Data items:
■ ■ ■ ■ ■
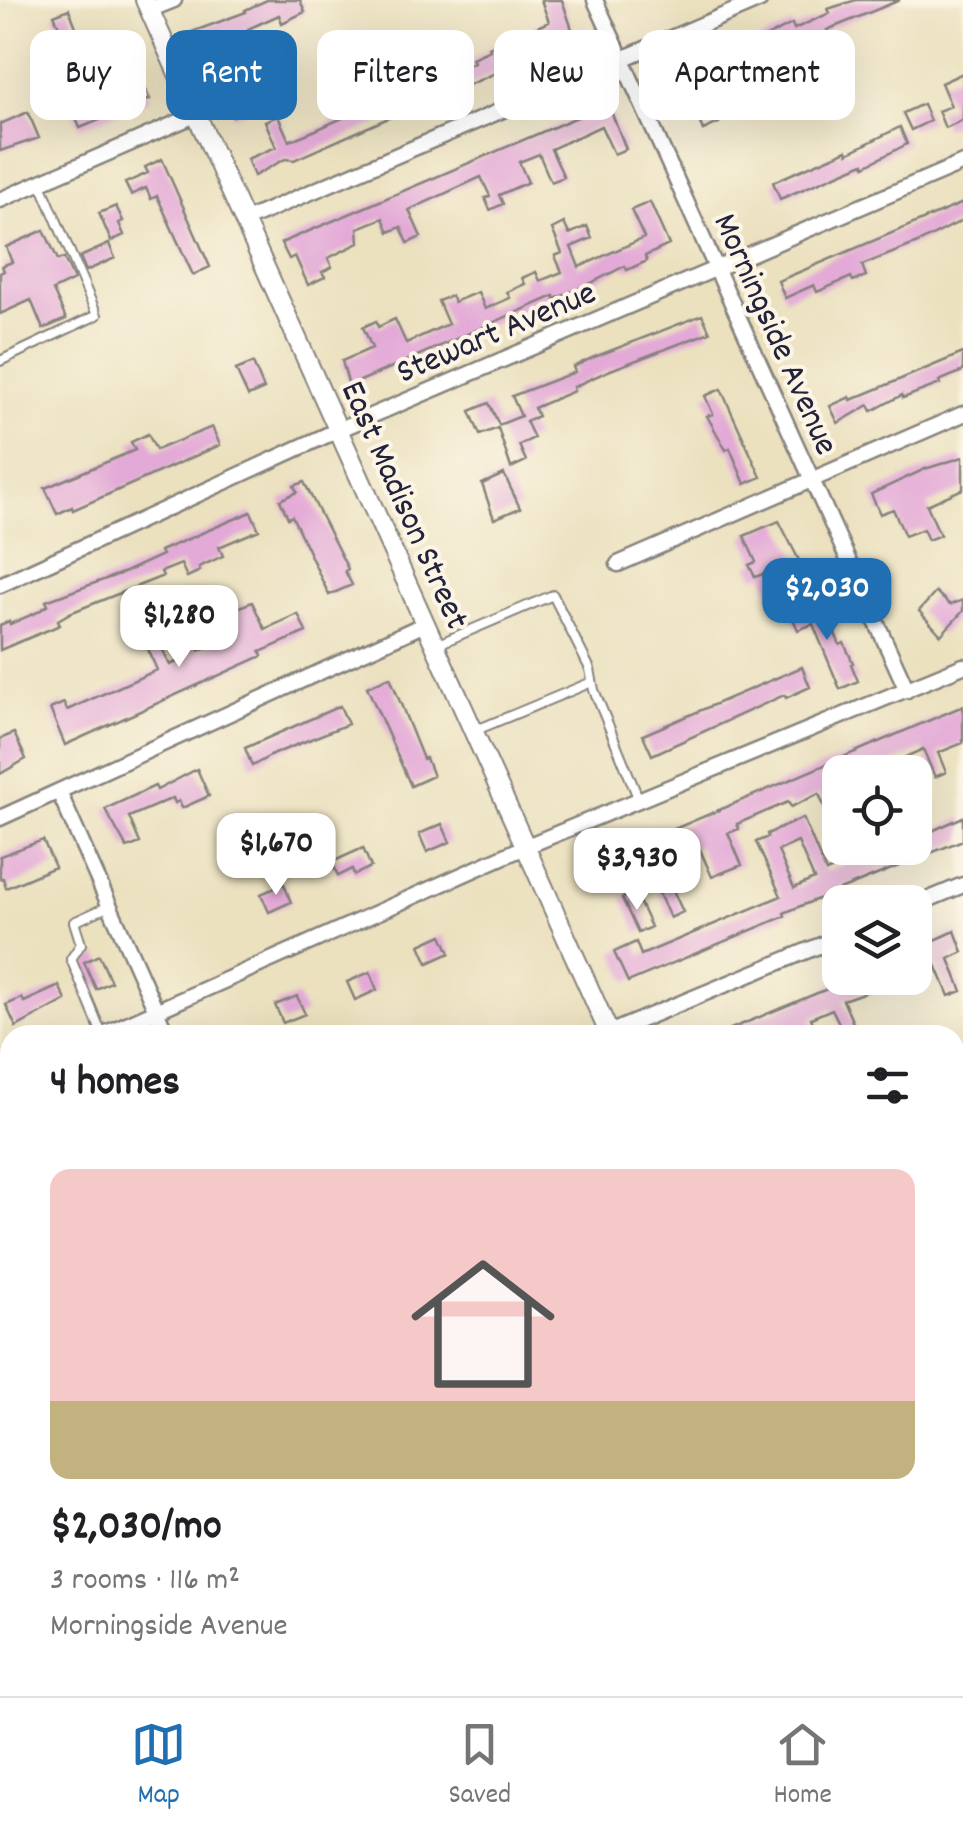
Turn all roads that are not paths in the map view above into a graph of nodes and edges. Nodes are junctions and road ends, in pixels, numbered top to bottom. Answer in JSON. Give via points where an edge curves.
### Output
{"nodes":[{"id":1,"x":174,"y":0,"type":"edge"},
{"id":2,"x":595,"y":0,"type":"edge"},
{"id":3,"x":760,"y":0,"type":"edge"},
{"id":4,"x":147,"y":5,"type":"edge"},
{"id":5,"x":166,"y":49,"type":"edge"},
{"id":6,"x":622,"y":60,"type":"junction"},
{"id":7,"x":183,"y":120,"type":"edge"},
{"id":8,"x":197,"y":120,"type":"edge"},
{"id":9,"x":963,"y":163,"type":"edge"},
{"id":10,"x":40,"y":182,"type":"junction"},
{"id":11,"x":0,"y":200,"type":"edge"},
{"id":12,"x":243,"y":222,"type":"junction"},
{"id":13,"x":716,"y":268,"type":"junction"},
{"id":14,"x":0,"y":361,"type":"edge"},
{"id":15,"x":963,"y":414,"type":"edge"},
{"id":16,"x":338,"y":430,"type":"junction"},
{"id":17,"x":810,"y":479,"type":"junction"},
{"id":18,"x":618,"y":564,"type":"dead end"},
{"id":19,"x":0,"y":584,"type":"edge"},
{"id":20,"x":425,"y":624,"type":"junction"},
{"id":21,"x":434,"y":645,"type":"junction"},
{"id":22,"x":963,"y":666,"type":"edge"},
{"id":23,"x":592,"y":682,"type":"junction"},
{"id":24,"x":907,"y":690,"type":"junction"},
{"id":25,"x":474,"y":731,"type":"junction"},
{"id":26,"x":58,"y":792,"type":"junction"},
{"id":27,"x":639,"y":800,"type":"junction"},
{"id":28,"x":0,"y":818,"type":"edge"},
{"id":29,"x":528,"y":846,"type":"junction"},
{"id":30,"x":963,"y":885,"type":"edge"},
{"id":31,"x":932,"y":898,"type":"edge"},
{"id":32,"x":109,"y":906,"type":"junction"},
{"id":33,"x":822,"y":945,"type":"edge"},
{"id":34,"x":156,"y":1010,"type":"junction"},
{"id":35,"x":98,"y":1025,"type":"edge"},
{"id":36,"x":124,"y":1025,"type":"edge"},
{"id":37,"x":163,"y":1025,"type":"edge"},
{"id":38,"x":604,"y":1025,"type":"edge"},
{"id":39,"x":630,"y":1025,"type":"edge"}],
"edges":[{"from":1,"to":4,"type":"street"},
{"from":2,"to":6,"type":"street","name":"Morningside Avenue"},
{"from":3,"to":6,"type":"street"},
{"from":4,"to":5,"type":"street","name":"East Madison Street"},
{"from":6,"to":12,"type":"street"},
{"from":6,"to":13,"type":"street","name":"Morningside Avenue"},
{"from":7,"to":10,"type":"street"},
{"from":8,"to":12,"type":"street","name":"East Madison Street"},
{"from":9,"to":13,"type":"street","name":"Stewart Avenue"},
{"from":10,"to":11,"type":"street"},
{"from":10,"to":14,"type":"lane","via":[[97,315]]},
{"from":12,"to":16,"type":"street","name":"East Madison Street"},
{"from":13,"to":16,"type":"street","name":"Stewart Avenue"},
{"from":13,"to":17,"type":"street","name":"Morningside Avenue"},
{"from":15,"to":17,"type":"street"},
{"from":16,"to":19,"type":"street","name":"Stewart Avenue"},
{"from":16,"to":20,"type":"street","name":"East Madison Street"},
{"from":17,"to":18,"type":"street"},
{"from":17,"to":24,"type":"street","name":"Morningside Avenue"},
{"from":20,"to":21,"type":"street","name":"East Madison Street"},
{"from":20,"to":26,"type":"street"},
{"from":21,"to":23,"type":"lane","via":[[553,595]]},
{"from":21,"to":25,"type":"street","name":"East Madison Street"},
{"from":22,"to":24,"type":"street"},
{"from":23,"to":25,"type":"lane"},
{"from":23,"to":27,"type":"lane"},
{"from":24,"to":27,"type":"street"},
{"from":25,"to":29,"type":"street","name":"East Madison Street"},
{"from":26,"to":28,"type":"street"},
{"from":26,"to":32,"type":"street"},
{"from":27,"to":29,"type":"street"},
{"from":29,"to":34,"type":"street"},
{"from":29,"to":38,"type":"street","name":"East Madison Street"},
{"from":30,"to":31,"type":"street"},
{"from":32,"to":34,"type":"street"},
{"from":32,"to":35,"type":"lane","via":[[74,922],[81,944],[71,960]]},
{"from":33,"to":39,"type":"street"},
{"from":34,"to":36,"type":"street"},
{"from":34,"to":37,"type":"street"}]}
■ ■ ■ ■ ■
» Activity: Count how many lines above include the word "lane" and answer with that figure only.

» Task response: 5